Your answer should be each line of the entries that contains the word "wherever", copied in full.

-------- DATASET EXCERPTS --------

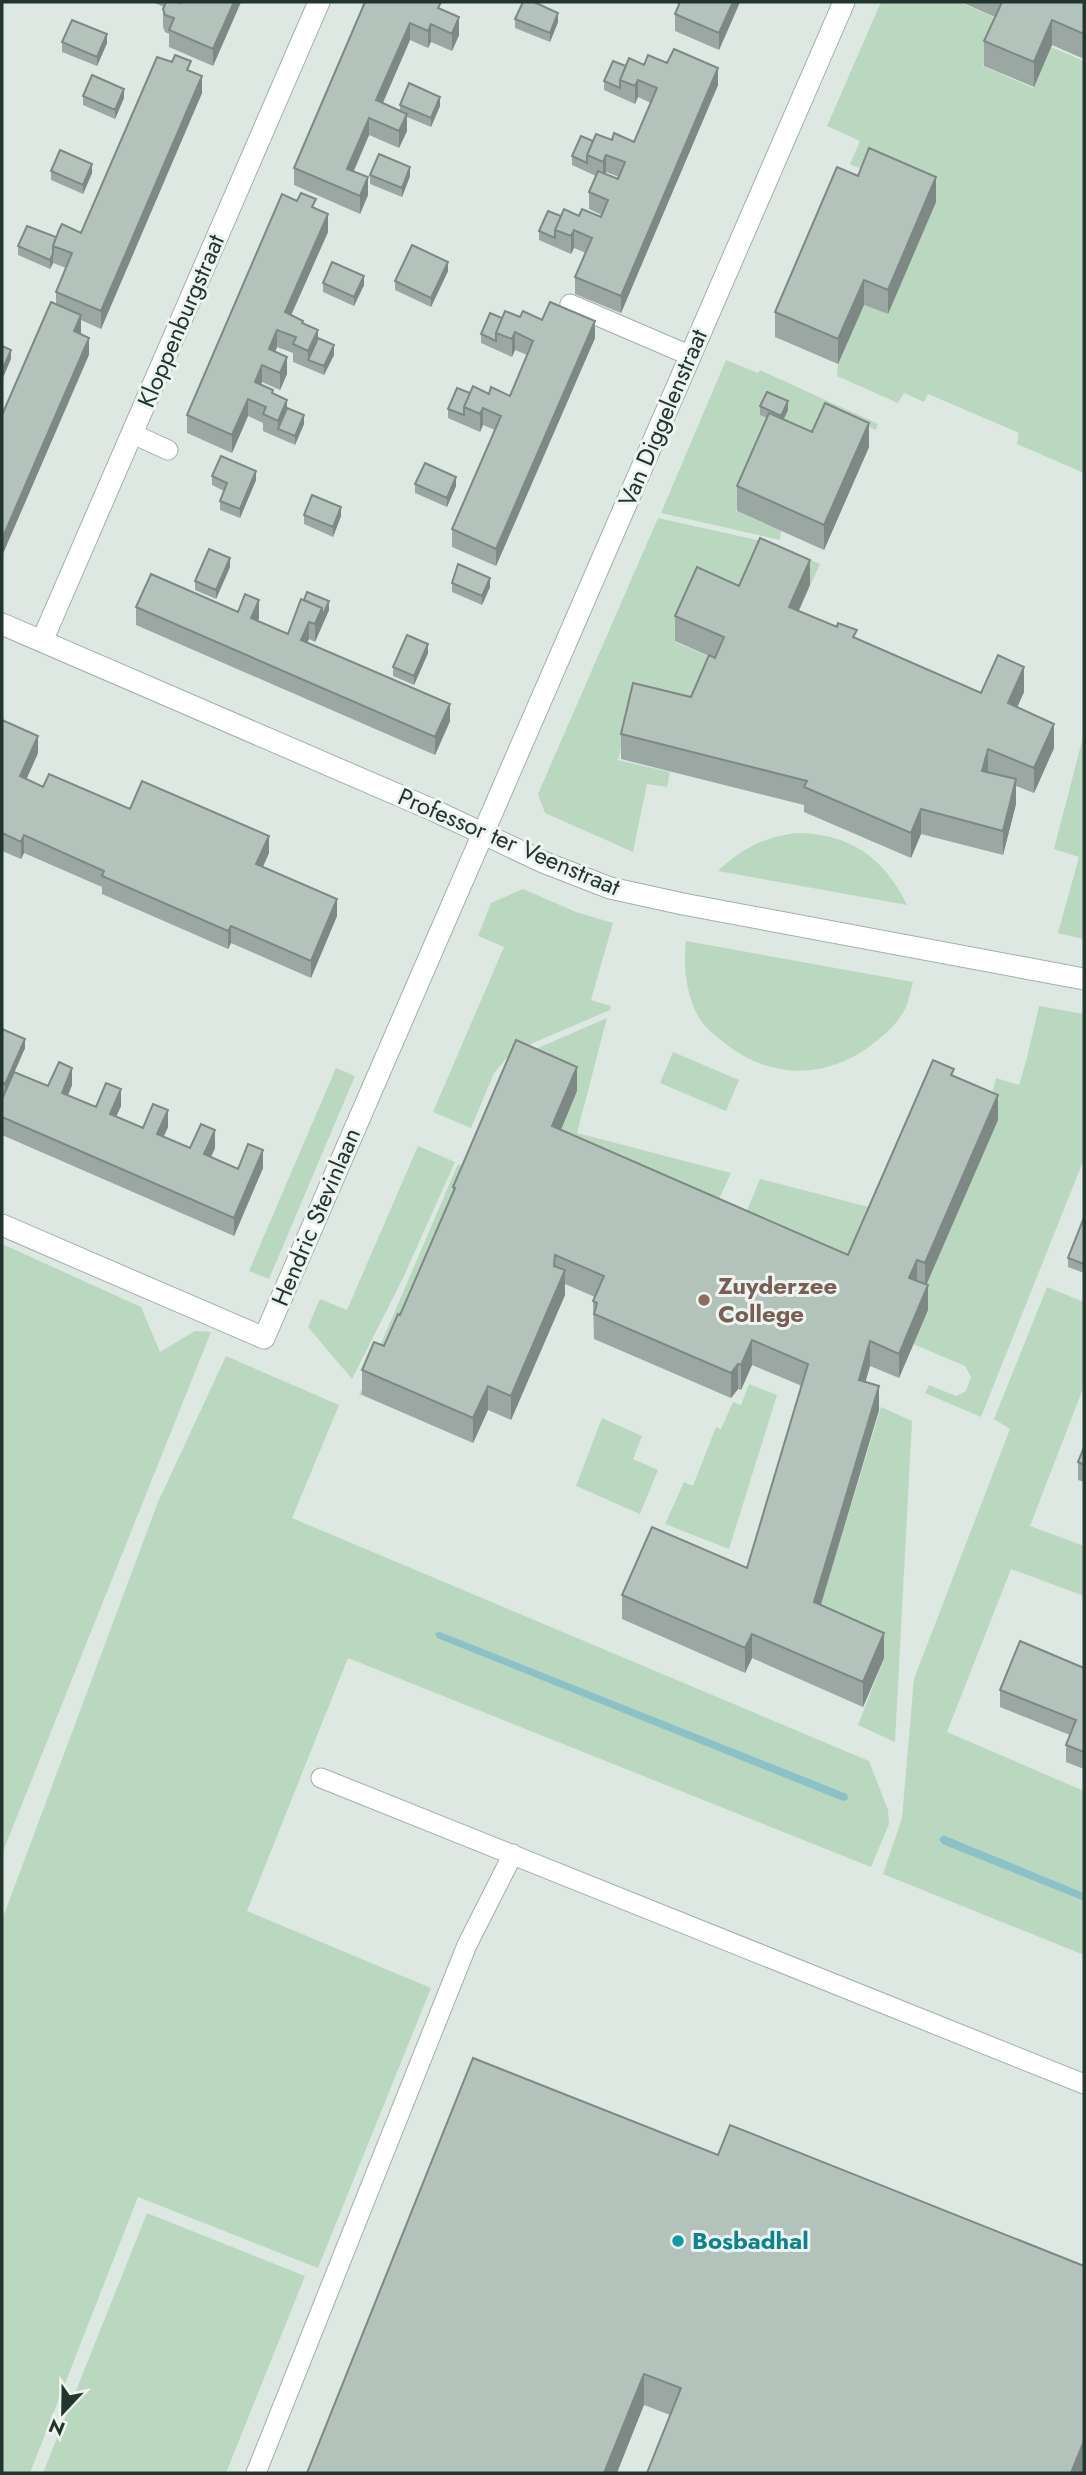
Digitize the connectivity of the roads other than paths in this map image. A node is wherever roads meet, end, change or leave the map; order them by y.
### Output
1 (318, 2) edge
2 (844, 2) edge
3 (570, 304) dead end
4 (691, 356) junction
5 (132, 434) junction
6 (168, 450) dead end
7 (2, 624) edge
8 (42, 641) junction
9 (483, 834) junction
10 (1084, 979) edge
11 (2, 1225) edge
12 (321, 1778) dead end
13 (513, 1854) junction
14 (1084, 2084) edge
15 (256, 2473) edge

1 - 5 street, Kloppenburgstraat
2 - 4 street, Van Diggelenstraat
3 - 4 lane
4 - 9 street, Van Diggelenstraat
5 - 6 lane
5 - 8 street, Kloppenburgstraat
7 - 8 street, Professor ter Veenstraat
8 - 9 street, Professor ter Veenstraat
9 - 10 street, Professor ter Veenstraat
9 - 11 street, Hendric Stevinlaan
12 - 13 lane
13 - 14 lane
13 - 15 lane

--------
-------- DATASET EXCERPTS --------

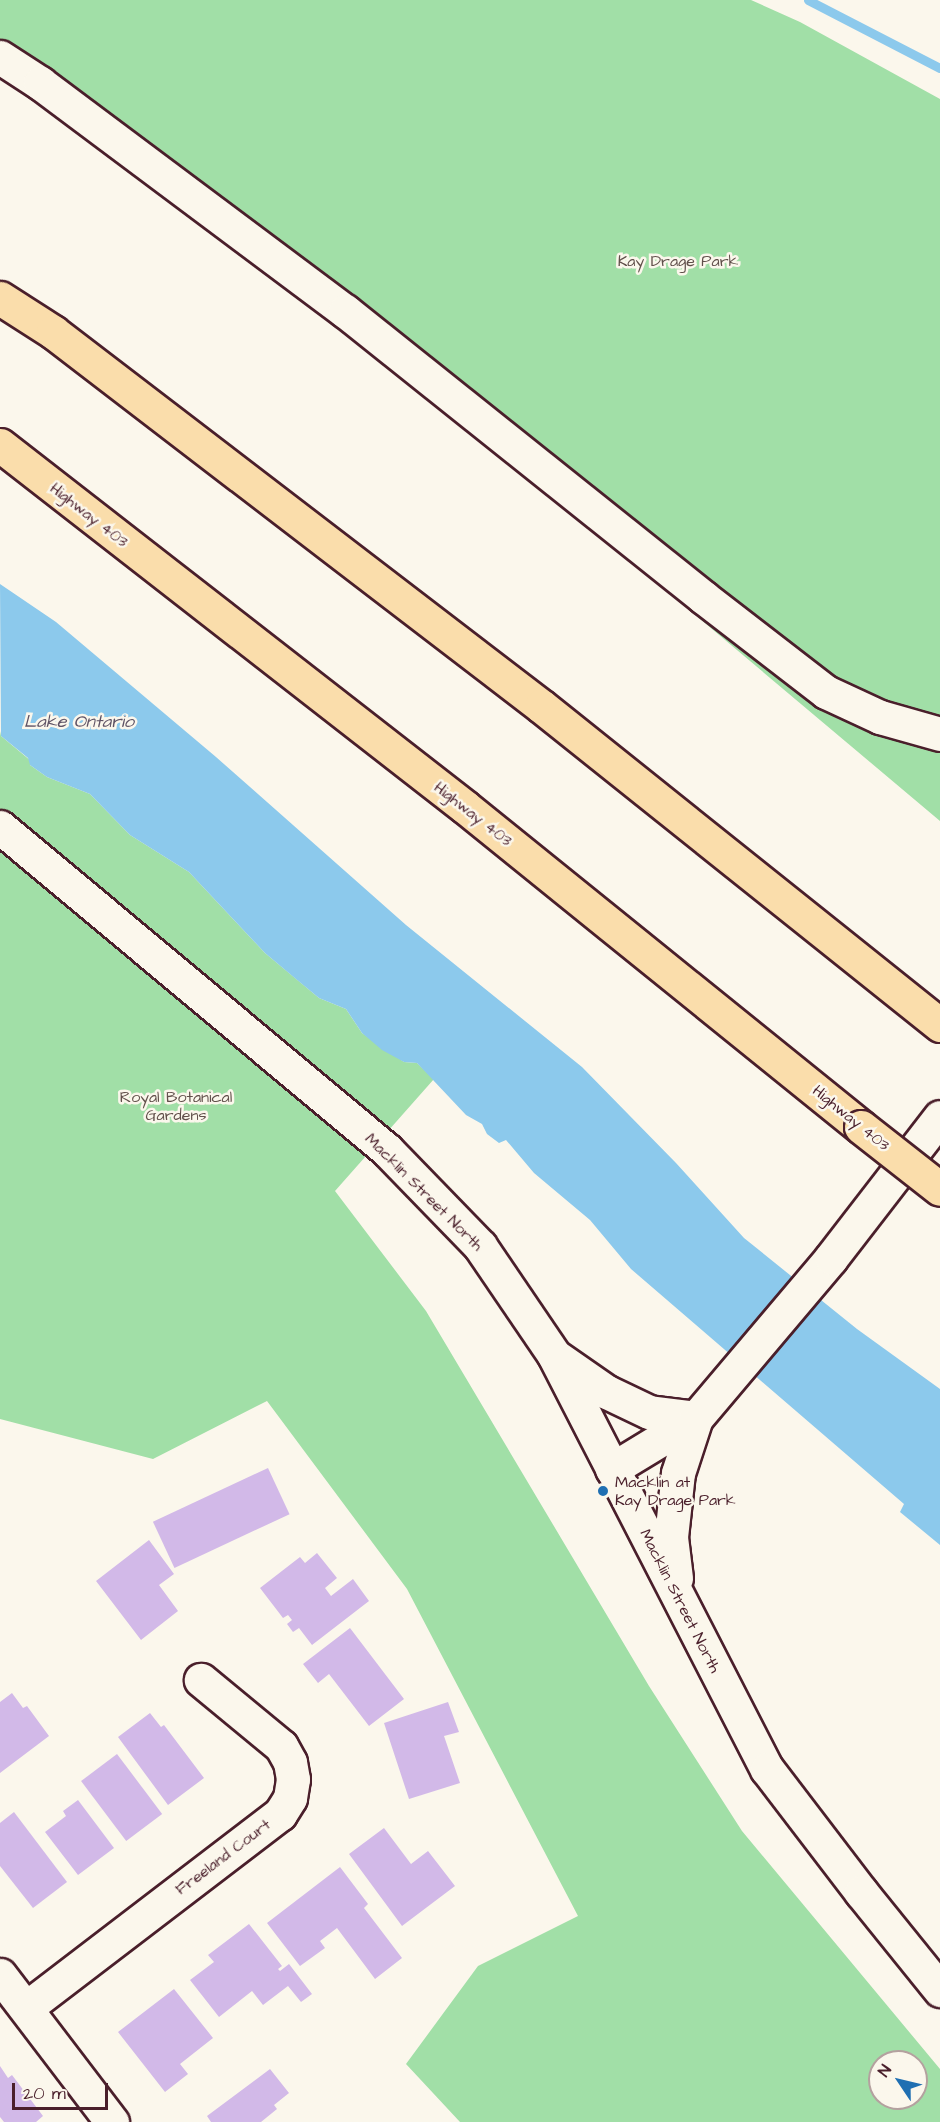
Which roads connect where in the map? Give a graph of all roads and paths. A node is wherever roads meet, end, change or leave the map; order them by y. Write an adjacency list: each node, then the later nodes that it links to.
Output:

--------

SOLVED EXERCISE
Digitize the connectivity of the roads other than paths in this map image. A node is wherever roads meet, end, change or leave the map; order them by y.
Which roads connect where in the map? Give a graph of all roads and paths. A node is wherever roads meet, end, change or leave the map; order them by y. Write an adjacency list: each node, then the later nodes that it links to.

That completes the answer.